The Assassination of Jesse James by the coward Robert Ford (L'Assassinat de Jesse James par le lâche Robert Ford), Andrew Dominik, 2007
Un bien beau film, d'une mélancolie insondable. Le réalisateur opte pour un rythme très contemplatif, qui s'accorde aux images sublimées par la photographie crépusculaire du maître Roger Deakins. Et pourtant, malgré la profusion de détails, le tissage assez serré d'événements et de relations entre les uns et les autres, avec cette bande qui finit véritablement par devenir une authentique famille redonnant un nouveau sens à l'expression "les liens du sang", on reste avec l'impression pas désagréable que le monde intérieur des personnages nous échappera jusqu'au bout. Seul demeurera ce que la légende aura choisi de graver. L'épilogue désabusé de cet anti-western m'a beaucoup touché, et j'avoue que j'avais envie de prolonger le voyage avec ces personnages au pathétique destin. 

Témoignage de cette direction narrative, je crois que Brad Pitt n'a jamais été aussi sobre, fermant son visage par des expressions plutôt fixes. Magnifique, Casey Affleck est quant à lui véritablement le protagoniste du film et il trouve assurément là son premier grand rôle. J'ai bien aimé la façon très brutale dont sont rendus les actes de violence, avec un travail sur le son très réaliste, qui dit bien que la mort est un sale boulot. Mes seules réserves concernent à la rigueur la construction du film comme une suite de petits chapitres avec la répétition de transitions sous la forme d'une voix off pas toujours pertinente accompagnée par les orchestrations de Nick Cave et Warren Ellis. J'ai trouvé ces thèmes très beaux, et ils impriment clairement une ambiance de douce tragédie, mais j'ai un peu regretté que Dominik ne leur fasse pas suffisamment confiance pour mieux les intégrer à son récit, et non pas comme de simples interludes. Certains dialogues m'ont semblé de même un peu trop paresseusement filmés en champ/contrechamp. Le film néanmoins continue de hanter ma mémoire, non pour des scènes précises, mais pour son atmosphère presque rêvée.

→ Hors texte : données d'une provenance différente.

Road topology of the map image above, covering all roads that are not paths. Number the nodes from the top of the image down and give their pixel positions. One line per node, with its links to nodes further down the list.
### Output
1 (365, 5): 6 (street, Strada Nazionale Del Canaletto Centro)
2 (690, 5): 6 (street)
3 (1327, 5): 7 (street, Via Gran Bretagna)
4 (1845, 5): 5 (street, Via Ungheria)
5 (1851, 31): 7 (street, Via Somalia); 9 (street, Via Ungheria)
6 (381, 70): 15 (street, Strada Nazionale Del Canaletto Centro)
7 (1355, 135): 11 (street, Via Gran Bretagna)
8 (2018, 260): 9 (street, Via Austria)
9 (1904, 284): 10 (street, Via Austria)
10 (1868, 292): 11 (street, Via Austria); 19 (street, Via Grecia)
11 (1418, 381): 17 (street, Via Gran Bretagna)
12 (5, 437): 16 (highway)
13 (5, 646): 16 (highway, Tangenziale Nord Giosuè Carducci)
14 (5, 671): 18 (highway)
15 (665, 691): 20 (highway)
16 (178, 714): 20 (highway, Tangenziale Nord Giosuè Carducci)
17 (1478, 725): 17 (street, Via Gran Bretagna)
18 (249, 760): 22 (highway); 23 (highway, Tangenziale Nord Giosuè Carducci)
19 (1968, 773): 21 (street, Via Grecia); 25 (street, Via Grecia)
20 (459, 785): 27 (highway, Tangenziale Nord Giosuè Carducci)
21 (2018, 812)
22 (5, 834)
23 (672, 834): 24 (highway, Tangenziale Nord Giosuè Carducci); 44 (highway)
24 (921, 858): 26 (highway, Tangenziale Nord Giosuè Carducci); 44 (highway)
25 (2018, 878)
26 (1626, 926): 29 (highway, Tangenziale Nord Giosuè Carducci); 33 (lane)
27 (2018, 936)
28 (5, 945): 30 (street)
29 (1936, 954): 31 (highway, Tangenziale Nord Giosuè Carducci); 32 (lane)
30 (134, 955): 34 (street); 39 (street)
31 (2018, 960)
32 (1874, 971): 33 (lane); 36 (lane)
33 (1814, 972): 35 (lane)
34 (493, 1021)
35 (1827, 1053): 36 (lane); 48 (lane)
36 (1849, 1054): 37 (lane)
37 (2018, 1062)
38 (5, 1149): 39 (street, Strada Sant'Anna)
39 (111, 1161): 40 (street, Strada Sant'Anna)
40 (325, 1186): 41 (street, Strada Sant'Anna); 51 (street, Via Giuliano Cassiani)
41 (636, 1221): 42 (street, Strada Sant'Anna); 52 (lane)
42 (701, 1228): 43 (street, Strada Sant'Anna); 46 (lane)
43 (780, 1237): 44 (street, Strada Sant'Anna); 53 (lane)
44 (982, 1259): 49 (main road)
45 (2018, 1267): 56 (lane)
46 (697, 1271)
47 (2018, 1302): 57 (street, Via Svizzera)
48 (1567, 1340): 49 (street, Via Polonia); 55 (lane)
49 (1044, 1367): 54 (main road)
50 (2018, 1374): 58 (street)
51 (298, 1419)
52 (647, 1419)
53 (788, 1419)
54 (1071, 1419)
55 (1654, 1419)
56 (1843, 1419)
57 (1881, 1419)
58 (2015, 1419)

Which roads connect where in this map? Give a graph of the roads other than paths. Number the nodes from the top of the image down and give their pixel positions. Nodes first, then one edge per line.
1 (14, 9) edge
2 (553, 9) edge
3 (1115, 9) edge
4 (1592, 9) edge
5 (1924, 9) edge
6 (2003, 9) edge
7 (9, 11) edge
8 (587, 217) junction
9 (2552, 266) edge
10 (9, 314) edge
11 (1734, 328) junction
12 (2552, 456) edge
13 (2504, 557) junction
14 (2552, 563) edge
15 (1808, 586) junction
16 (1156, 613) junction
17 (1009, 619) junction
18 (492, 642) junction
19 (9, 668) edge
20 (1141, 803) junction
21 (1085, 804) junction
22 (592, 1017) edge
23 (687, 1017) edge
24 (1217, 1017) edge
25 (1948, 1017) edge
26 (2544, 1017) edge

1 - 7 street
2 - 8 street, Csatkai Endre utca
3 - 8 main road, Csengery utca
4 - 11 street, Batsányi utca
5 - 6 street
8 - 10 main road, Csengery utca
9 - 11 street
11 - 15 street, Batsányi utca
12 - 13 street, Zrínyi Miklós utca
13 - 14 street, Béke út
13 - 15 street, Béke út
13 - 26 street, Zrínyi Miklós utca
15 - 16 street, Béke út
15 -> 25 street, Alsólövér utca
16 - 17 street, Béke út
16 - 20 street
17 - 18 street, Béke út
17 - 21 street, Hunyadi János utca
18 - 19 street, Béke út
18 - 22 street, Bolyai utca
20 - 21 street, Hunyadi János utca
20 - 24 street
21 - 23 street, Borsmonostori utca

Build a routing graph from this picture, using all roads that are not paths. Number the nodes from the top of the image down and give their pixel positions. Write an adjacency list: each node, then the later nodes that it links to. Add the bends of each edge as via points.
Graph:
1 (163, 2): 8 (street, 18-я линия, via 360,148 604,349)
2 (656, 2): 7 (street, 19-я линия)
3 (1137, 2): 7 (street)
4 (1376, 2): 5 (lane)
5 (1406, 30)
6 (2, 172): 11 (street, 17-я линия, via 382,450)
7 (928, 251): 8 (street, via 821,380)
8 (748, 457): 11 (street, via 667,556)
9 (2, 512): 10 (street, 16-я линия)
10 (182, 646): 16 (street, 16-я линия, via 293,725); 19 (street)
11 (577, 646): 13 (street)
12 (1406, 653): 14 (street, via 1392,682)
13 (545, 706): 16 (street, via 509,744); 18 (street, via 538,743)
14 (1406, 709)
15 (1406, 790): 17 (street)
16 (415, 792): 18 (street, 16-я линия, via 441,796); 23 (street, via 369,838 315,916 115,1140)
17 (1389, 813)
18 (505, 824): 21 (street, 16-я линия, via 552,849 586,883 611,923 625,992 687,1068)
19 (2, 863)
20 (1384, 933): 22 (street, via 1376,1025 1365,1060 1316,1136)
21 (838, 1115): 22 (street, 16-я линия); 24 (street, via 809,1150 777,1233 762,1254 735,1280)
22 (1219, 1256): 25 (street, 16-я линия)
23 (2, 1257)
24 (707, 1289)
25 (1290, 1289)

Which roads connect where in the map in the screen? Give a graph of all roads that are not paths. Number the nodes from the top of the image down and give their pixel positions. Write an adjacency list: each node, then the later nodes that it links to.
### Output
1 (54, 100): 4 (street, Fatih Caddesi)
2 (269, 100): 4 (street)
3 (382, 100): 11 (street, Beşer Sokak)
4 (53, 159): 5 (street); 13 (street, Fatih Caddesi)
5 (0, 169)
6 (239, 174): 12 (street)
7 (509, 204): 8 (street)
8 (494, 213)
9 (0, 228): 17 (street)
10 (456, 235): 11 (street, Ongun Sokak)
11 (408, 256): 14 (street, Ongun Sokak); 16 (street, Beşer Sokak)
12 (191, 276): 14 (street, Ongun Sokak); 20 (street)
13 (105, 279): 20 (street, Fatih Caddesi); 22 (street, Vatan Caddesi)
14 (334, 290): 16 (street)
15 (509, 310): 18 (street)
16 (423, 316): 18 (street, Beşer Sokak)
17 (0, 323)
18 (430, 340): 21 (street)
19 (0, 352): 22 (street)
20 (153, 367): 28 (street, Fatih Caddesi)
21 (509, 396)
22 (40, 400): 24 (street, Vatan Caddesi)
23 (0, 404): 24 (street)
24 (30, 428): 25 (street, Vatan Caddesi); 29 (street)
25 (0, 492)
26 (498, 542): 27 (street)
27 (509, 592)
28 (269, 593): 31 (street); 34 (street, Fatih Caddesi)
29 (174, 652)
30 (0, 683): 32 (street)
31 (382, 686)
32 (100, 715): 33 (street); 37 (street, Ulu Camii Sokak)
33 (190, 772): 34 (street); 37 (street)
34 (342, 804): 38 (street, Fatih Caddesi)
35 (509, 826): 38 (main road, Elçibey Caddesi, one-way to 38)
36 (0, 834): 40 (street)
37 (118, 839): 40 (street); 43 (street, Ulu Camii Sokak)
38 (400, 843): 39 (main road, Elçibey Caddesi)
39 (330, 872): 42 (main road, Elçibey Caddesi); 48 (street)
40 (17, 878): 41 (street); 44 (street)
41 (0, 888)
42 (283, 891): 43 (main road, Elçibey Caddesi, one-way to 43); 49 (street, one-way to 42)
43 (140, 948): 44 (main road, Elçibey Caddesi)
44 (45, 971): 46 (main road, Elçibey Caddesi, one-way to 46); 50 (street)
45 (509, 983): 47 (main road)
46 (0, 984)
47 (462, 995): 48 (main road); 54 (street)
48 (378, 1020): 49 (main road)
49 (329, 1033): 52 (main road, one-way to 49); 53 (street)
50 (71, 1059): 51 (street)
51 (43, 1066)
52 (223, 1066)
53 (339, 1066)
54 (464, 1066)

Appaloosa, Ed Harris, 2008
Acteur de première classe, dont la présence est aussi fascinante qu'indéfinissable, quel que soit le type de film, Ed Harris avait signé avec Pollock une première réalisation franchement loin d'être encourageante, tant elle ne sortait en rien des lassantes conventions du biopic hollywoodien. Manifestement décidé à continuer de se faire plaisir, il rempile ici encore derrière et devant la caméra, et s'offre le luxe d'un western particulièrement décontracté, plein d'élégance dans la forme et l'écriture, mais aussi de rudesse. 

Classieux et (néo- ?) classique, le récit se développe agréablement autour de paysages et de situations qui respectent parfaitement le genre, tout en s'attardant sur les relations entre des personnages légèrement décalés. Si le film est illuminé par la complicité contagieuse qui existe entre Harris et de Mortensen, et qui s'illustre notamment dans des échanges de dialogues savoureux et de regards pétillants, il nous épargne intelligemment tout second degré et tout cynisme. Aussi, lorsqu'il s'agit de jouer la carte du drame et de la gravité, ça fonctionne merveilleusement, et le spectateur n'a pas l'impression qu'on se joue de lui. La violence fait mal, on ne rigole plus. Plus qu'un hommage simplement honnête à un cinéma révolu, Appaloosa est un authentique western, soit un vrai bon film.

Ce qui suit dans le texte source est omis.